Getting to Know: Kevin Rathbone, Robotae Ltd

• Tell us a little about your background. How did you come to the industry?

I took an unusual route to a career in engineering, starting with a degree in mathematics at Cambridge University, then a Diploma in Computer Science, before going to Sheffield University for a PhD in robotics and AI. I stayed in Sheffield for a postdoc that involved designing a range of robots for use as both an academic research platform and a public exhibition; I gave myself a crash course in engineering for this. I then returned to the Cambridge area, entering industry as an electronics/embedded software engineer at a pharmaceutical automation company, developing a range of products from desktop dispensers to large scale high throughput screening suites, all involving precise motor control, a lot of which was done using a servo controller I single-handedly developed. After a few years of this, I moved to one of Cambridge’s big four technology consultancies, gaining a broad range of experience working on projects in an equally broad range of markets.

Since my time in Sheffield, my long term goal had been to set up a robotics company and in February this year I decided I had enough contacts and experience (both technical and commercial) to make that a successful reality, so I formed Robotae.

• Tell me about your company

Robotae is a small technology consultancy specialising in robotics. I’m aiming at the domestic and service robotics area (mobile robots operating in the same space as people), as this is a rapidly growing market that will make robotics much more visible in day-to-day life than it has been so far, but am happy to work on projects not in this sector. Until recently I have been developing the control software for a camera stabilising gimbal designed by a client in New Zealand. Another client is based in China; he runs a factory making items for the fashion industry and wants to free up his polishing staff to work on new projects by automating the polishing on his established lines of cufflinks. Once he’d established that no suitable machine already existed, he commissioned me to design and build such a machine. Nine months later, I’m finishing the reliability testing before shipping it to China.

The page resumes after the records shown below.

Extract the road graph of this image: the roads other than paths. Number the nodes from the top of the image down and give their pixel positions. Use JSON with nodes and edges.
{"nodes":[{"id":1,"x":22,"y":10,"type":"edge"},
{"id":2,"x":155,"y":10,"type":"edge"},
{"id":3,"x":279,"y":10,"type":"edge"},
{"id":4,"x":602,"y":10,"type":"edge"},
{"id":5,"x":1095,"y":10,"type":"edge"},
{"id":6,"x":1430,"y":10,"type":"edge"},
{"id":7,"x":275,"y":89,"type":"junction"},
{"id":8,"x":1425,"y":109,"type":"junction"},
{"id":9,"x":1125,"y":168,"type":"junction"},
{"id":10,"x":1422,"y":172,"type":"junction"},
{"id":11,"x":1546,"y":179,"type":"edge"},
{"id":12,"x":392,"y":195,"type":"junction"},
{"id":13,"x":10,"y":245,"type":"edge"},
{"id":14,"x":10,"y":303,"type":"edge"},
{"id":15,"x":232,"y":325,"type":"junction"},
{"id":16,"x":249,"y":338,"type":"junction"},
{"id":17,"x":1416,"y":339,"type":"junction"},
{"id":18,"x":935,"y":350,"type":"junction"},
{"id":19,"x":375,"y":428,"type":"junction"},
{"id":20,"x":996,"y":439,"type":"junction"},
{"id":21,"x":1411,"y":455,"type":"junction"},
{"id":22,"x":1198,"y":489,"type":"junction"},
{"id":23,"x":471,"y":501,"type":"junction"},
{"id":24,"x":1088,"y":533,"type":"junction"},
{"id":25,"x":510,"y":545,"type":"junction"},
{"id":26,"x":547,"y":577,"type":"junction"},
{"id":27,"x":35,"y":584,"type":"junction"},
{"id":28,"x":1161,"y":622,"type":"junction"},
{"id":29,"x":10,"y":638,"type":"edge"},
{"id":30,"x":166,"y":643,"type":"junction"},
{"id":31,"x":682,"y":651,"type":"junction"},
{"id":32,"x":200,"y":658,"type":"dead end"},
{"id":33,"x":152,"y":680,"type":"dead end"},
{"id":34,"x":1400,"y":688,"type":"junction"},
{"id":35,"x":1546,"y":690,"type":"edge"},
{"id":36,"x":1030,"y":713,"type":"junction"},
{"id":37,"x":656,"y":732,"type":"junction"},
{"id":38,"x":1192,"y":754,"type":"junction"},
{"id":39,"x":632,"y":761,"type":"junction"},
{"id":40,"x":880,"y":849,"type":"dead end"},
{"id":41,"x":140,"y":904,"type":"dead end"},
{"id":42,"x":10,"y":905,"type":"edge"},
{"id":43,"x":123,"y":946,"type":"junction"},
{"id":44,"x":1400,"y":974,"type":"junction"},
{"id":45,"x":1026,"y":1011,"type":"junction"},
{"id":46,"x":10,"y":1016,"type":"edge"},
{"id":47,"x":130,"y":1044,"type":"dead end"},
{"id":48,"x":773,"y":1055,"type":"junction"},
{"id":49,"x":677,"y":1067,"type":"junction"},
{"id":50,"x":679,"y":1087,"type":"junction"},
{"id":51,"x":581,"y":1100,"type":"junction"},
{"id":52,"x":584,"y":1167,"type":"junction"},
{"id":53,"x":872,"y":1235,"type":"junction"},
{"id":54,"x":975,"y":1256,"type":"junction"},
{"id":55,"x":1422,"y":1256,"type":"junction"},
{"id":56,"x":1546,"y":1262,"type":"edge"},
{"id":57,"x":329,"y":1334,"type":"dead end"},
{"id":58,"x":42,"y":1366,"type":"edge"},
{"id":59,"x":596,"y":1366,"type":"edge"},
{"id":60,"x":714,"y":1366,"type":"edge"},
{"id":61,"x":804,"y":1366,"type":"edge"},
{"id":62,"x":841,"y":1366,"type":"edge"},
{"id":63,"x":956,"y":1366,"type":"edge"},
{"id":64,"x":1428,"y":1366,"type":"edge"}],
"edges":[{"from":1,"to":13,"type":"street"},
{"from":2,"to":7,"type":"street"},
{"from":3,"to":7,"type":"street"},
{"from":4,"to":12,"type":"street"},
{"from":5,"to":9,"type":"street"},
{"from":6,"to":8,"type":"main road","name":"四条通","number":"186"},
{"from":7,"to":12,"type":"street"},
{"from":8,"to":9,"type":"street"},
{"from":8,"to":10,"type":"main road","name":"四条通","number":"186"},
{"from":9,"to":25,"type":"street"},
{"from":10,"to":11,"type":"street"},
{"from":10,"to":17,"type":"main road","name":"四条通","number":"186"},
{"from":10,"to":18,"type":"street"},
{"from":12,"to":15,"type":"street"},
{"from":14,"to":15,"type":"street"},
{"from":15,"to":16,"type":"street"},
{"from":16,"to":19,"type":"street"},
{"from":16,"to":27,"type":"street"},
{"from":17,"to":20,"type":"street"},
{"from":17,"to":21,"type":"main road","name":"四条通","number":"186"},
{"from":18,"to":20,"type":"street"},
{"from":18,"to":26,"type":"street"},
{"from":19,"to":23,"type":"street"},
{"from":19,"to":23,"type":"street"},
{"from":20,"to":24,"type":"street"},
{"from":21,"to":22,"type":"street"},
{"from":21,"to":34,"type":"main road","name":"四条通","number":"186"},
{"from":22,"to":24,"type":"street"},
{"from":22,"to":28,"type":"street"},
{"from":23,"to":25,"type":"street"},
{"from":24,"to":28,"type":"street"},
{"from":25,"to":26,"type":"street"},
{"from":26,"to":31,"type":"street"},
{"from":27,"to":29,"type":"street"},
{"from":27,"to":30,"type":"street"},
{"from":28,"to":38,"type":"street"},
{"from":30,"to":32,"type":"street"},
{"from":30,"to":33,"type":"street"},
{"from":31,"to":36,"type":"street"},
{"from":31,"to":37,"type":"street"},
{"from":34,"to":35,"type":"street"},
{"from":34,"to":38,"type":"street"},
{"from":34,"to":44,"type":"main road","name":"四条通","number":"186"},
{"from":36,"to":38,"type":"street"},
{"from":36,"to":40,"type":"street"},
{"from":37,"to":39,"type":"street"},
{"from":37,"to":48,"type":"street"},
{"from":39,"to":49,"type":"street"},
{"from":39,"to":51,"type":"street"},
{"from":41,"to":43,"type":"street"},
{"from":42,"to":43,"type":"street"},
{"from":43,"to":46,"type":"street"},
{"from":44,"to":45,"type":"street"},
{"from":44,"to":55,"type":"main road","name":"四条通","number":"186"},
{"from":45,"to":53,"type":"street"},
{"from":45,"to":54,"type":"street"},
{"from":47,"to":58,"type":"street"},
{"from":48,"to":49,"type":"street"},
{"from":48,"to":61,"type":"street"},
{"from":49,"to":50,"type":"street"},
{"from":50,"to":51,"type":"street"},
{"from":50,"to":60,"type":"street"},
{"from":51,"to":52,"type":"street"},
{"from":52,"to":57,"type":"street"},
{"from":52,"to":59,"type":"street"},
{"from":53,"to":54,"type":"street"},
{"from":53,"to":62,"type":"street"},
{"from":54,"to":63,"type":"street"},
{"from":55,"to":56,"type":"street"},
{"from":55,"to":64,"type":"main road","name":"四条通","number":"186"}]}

• Why did you choose to work with maxon? 

Quality and support. The quality is not only in the products themselves, but also the level of detailed information available for selecting a product. The datasheets are some of the most comprehensive in the market and if you need to know more, maxon's Sales Engineers are highly knowledgeable and helpful, whether you’re buying a single motor or thousands of pounds worth. On the rare occasions that a product is faulty, they’re quick to put it right.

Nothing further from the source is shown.